ASSIGNMENT:
Every entry that follows should be output exactly, and every image in it left out.

[Items from a dataset]
##############################

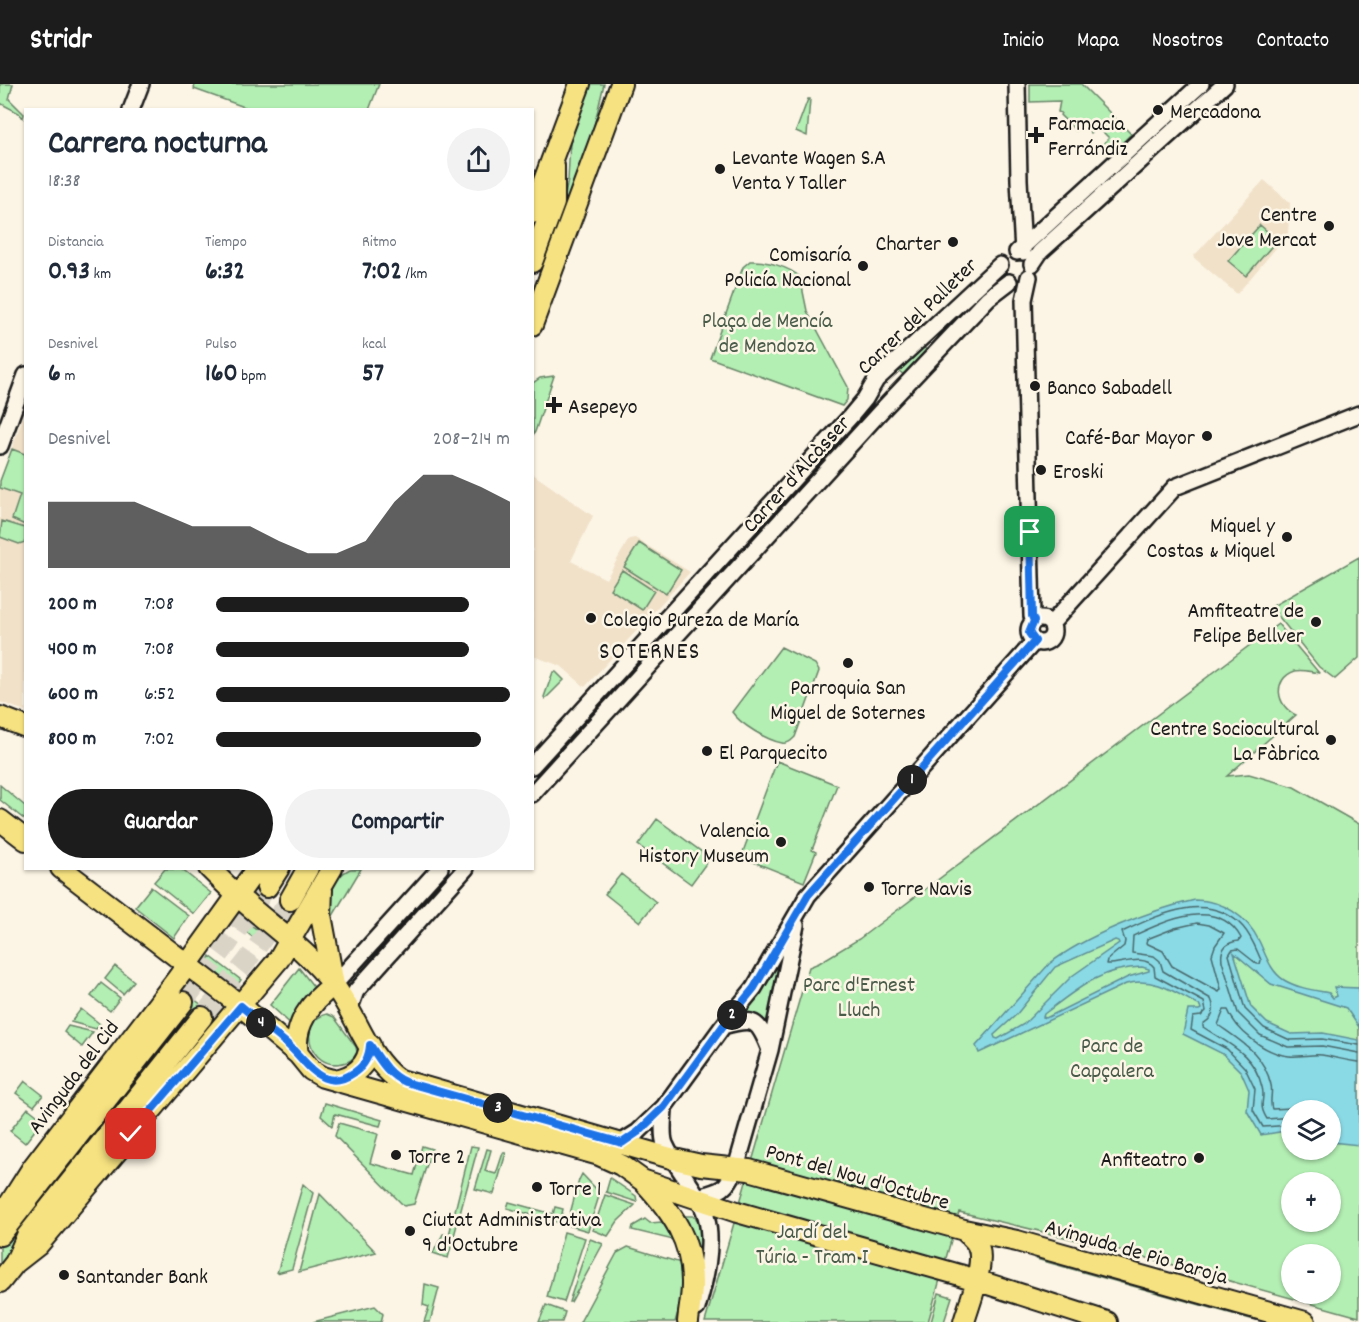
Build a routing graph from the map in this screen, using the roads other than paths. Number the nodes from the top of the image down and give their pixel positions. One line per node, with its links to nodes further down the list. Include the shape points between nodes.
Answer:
1 (141, 84): 7 (street)
2 (580, 84): 8 (main road)
3 (1017, 84): 12 (street)
4 (1201, 84): 12 (street)
5 (1224, 84): 12 (street)
6 (619, 85): 13 (main road)
7 (132, 108)
8 (554, 155): 9 (main road); 10 (main road, via 554,203)
9 (534, 208)
10 (534, 257)
11 (1000, 265): 12 (street, Carrer del Palleter, via 1006,255); 12 (street, via 1002,276); 15 (street, Carrer del Palleter, via 876,380)
12 (1021, 266): 16 (street, Carrer del Palleter); 21 (street)
13 (534, 319)
14 (24, 380): 18 (street)
15 (866, 399): 19 (street, Carrer d'Alcàsser)
16 (880, 412): 20 (street, Carrer d'Alcàsser)
17 (1359, 414): 22 (street, via 1175,487)
18 (0, 446)
19 (729, 551): 20 (street, Carrer d'Alcàsser); 24 (street, Carrer d'Alcàsser)
20 (742, 564): 25 (street, Carrer d'Alcàsser)
21 (1034, 621): 22 (street); 23 (street, via 1029,633)
22 (1051, 624): 23 (street, via 1050,639 1043,643)
23 (1035, 641): 43 (street, via 808,895)
24 (607, 683): 25 (street); 28 (street, Carrer d'Alcàsser)
25 (621, 695): 29 (street, Carrer d'Alcàsser)
26 (0, 717): 27 (main road)
27 (24, 726)
28 (534, 764)
29 (534, 792)
30 (0, 820): 31 (main road)
31 (24, 838)
32 (64, 870): 45 (main road)
33 (211, 870): 41 (main road)
34 (256, 870): 41 (main road, Avinguda del Cid)
35 (278, 870): 40 (main road)
36 (307, 870): 42 (main road)
37 (438, 870): 46 (street)
38 (463, 870): 49 (street, via 356,991)
39 (327, 877): 44 (main road); 46 (main road, via 321,915)
40 (267, 887)
41 (238, 896): 44 (main road); 45 (main road, Avinguda del Cid)
42 (290, 900)
43 (797, 915): 51 (street, via 754,988); 53 (street)
44 (291, 940): 46 (main road); 48 (main road)
45 (187, 965): 48 (main road); 62 (main road, Avinguda del Cid, via 50,1145)
46 (334, 985): 49 (main road); 54 (main road, via 317,999 302,1022)
47 (183, 1002): 64 (main road, Avinguda del Cid)
48 (241, 1006): 54 (main road); 65 (main road, via 38,1245)
49 (349, 1010): 52 (main road)
50 (202, 1017): 65 (main road, via 27,1236)
51 (723, 1026): 53 (street, via 746,1020 754,1022 762,1028); 56 (street)
52 (370, 1045): 55 (main road, via 364,1065); 57 (main road, Pont del Nou d'Octubre, via 387,1070 405,1082)
53 (770, 1050): 59 (street)
54 (298, 1054): 55 (main road, via 311,1070)
55 (335, 1080): 60 (main road, via 600,1155)
56 (664, 1107): 57 (street); 58 (street, via 664,1142)
57 (622, 1143): 58 (main road, Pont del Nou d'Octubre)
58 (674, 1159): 59 (main road, Pont del Nou d'Octubre); 61 (street)
59 (743, 1169): 61 (street, via 722,1190); 63 (main road, Pont del Nou d'Octubre)
60 (642, 1180): 61 (main road); 68 (main road, via 673,1215 682,1232 692,1271)
61 (697, 1197): 66 (main road); 69 (street, via 706,1216 708,1237 707,1261)
62 (0, 1219)
63 (959, 1229): 66 (main road, via 979,1249); 72 (main road, Avinguda de Pio Baroja, via 1017,1241)
64 (0, 1235)
65 (15, 1263): 67 (main road)
66 (976, 1280): 70 (main road); 71 (main road)
67 (0, 1282)
68 (688, 1322)
69 (693, 1322)
70 (964, 1322)
71 (1107, 1322)
72 (1305, 1322)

##############################

TASK SOLUTION:
Build a routing graph from the map in this screen, using the roads other than paths. Number the nodes from the top of the image down and give their pixel positions. One line per node, with its links to nodes further down the list. Include the shape points between nodes.
Answer:
1 (141, 84): 7 (street)
2 (580, 84): 8 (main road)
3 (1017, 84): 12 (street)
4 (1201, 84): 12 (street)
5 (1224, 84): 12 (street)
6 (619, 85): 13 (main road)
7 (132, 108)
8 (554, 155): 9 (main road); 10 (main road, via 554,203)
9 (534, 208)
10 (534, 257)
11 (1000, 265): 12 (street, Carrer del Palleter, via 1006,255); 12 (street, via 1002,276); 15 (street, Carrer del Palleter, via 876,380)
12 (1021, 266): 16 (street, Carrer del Palleter); 21 (street)
13 (534, 319)
14 (24, 380): 18 (street)
15 (866, 399): 19 (street, Carrer d'Alcàsser)
16 (880, 412): 20 (street, Carrer d'Alcàsser)
17 (1359, 414): 22 (street, via 1175,487)
18 (0, 446)
19 (729, 551): 20 (street, Carrer d'Alcàsser); 24 (street, Carrer d'Alcàsser)
20 (742, 564): 25 (street, Carrer d'Alcàsser)
21 (1034, 621): 22 (street); 23 (street, via 1029,633)
22 (1051, 624): 23 (street, via 1050,639 1043,643)
23 (1035, 641): 43 (street, via 808,895)
24 (607, 683): 25 (street); 28 (street, Carrer d'Alcàsser)
25 (621, 695): 29 (street, Carrer d'Alcàsser)
26 (0, 717): 27 (main road)
27 (24, 726)
28 (534, 764)
29 (534, 792)
30 (0, 820): 31 (main road)
31 (24, 838)
32 (64, 870): 45 (main road)
33 (211, 870): 41 (main road)
34 (256, 870): 41 (main road, Avinguda del Cid)
35 (278, 870): 40 (main road)
36 (307, 870): 42 (main road)
37 (438, 870): 46 (street)
38 (463, 870): 49 (street, via 356,991)
39 (327, 877): 44 (main road); 46 (main road, via 321,915)
40 (267, 887)
41 (238, 896): 44 (main road); 45 (main road, Avinguda del Cid)
42 (290, 900)
43 (797, 915): 51 (street, via 754,988); 53 (street)
44 (291, 940): 46 (main road); 48 (main road)
45 (187, 965): 48 (main road); 62 (main road, Avinguda del Cid, via 50,1145)
46 (334, 985): 49 (main road); 54 (main road, via 317,999 302,1022)
47 (183, 1002): 64 (main road, Avinguda del Cid)
48 (241, 1006): 54 (main road); 65 (main road, via 38,1245)
49 (349, 1010): 52 (main road)
50 (202, 1017): 65 (main road, via 27,1236)
51 (723, 1026): 53 (street, via 746,1020 754,1022 762,1028); 56 (street)
52 (370, 1045): 55 (main road, via 364,1065); 57 (main road, Pont del Nou d'Octubre, via 387,1070 405,1082)
53 (770, 1050): 59 (street)
54 (298, 1054): 55 (main road, via 311,1070)
55 (335, 1080): 60 (main road, via 600,1155)
56 (664, 1107): 57 (street); 58 (street, via 664,1142)
57 (622, 1143): 58 (main road, Pont del Nou d'Octubre)
58 (674, 1159): 59 (main road, Pont del Nou d'Octubre); 61 (street)
59 (743, 1169): 61 (street, via 722,1190); 63 (main road, Pont del Nou d'Octubre)
60 (642, 1180): 61 (main road); 68 (main road, via 673,1215 682,1232 692,1271)
61 (697, 1197): 66 (main road); 69 (street, via 706,1216 708,1237 707,1261)
62 (0, 1219)
63 (959, 1229): 66 (main road, via 979,1249); 72 (main road, Avinguda de Pio Baroja, via 1017,1241)
64 (0, 1235)
65 (15, 1263): 67 (main road)
66 (976, 1280): 70 (main road); 71 (main road)
67 (0, 1282)
68 (688, 1322)
69 (693, 1322)
70 (964, 1322)
71 (1107, 1322)
72 (1305, 1322)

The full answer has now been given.